To set the scene, after trailing 14-3, Tom Brady and the Pats finally did damage to the Jaguars defense and with the aid of two correct penalty calls on the Jacksonville defense, got their first TD on a James White run to make it 14-10.
Kicker Stephen Gostkowski kicked off out of the end zone and it was the Jags ball at their own 25 yard line.
With 55 seconds remaining in the first half and two timeouts to utilize, the Jacksonville Jaguars now, had a choice to make.
Their head coach, who had gone with a “full throttle”offensive mindset for the win the previous week in Pittsburgh, decided to have QB Blake Bortles, who had the Patriots on their heels in the second quarter, kneel on the ball and head to the locker room (photo above) with that 14 to 10 lead.
Now, with the understanding that each team was going to have the ball five or six or more times, at least, in the second half and that would decide the game, that decision at the end of the first half is worth debating.
Despite having completely outplayed the Patriots offensively in the first half, did Marrone send a signal to his team?

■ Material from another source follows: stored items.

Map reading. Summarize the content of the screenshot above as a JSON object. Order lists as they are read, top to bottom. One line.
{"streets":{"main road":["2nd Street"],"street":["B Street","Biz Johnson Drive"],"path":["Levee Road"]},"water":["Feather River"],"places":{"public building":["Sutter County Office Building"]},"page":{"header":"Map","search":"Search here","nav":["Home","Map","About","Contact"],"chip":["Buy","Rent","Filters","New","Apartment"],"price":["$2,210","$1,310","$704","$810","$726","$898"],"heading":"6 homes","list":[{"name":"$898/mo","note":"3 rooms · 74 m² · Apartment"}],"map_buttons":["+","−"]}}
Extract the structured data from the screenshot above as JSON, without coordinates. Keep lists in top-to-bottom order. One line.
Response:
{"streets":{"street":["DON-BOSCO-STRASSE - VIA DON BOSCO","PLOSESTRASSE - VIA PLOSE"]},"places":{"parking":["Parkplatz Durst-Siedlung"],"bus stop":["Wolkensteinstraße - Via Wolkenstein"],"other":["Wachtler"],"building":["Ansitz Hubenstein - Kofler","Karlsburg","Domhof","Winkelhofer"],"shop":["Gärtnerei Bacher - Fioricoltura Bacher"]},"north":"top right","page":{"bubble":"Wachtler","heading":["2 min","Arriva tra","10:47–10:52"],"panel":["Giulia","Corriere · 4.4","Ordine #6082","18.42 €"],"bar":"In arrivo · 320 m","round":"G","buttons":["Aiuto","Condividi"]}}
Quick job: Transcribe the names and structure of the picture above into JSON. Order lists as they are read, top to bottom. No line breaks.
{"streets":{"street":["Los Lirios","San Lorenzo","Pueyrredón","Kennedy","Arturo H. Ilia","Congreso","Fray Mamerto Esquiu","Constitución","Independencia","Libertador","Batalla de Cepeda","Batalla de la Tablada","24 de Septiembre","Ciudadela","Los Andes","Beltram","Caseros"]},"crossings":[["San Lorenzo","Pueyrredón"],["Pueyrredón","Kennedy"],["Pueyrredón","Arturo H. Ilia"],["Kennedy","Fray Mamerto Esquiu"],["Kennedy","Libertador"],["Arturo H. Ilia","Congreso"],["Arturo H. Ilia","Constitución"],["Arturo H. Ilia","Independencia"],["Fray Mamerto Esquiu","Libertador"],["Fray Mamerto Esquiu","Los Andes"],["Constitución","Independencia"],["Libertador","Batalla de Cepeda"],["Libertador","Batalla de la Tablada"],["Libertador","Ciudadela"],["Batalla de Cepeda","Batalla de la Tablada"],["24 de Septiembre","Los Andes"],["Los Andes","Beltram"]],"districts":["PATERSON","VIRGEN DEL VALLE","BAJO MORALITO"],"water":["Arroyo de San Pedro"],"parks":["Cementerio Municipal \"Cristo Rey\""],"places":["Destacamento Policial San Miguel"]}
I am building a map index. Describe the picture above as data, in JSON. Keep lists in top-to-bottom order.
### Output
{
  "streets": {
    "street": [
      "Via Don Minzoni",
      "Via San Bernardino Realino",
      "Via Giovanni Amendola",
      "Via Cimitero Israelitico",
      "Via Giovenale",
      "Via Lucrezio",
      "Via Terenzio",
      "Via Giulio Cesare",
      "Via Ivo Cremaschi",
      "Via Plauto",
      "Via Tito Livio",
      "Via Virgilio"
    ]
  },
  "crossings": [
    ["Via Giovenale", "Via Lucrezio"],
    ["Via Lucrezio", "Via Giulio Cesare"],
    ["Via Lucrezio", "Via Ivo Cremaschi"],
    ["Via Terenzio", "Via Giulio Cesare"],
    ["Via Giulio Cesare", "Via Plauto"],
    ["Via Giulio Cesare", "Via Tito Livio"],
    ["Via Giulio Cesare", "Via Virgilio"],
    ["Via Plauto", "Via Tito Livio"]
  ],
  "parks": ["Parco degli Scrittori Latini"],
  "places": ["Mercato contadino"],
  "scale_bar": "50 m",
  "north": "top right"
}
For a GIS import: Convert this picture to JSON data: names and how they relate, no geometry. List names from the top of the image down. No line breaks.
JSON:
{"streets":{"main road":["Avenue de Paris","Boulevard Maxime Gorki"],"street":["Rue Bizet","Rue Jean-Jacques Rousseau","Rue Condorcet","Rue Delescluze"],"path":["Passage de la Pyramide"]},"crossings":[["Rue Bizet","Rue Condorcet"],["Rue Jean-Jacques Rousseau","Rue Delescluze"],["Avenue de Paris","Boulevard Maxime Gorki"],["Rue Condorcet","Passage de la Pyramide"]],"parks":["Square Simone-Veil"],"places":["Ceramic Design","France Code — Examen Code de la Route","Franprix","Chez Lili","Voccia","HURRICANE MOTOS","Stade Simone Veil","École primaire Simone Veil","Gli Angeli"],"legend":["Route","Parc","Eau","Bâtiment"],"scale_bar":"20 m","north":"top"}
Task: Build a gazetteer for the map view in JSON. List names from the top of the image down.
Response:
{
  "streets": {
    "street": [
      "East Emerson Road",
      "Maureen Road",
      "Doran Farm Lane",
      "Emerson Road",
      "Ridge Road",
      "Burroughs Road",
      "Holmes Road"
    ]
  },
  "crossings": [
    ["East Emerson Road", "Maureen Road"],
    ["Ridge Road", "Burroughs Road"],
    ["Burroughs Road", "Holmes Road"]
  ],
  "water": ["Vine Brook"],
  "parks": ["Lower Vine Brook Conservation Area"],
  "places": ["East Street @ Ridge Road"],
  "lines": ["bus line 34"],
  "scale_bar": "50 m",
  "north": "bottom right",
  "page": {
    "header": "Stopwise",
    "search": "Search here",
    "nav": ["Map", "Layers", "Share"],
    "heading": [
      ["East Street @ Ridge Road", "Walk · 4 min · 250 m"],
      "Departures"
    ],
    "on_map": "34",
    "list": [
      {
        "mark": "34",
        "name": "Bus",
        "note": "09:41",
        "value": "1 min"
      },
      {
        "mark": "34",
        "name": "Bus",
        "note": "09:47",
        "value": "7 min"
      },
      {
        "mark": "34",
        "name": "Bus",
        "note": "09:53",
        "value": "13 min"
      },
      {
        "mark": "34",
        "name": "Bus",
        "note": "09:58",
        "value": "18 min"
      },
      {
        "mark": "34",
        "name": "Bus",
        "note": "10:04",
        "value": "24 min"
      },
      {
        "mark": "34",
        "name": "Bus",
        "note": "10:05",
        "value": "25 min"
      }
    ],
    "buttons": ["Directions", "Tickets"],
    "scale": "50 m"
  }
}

The signal? Unlike last week, when we kept stomping on the gas on the road even after having scored a bunch of points, we are not going to take risks to beat ourselves, today.
Instead, the Jaguars coached and played a lot of the second half, like a team relying on their tremendous defense alone to try and win the game for them.
Yes, ultimately Tom Brady did solve the Jaguars D by getting New England in the end zone not once, but twice, after trailing by 10 in the 4th quarter. As we wrote last night, Brady’s heroics were not unexpected.
Again, when you come up short you, as the Jags did, you can scrutinize any significant part of your loss.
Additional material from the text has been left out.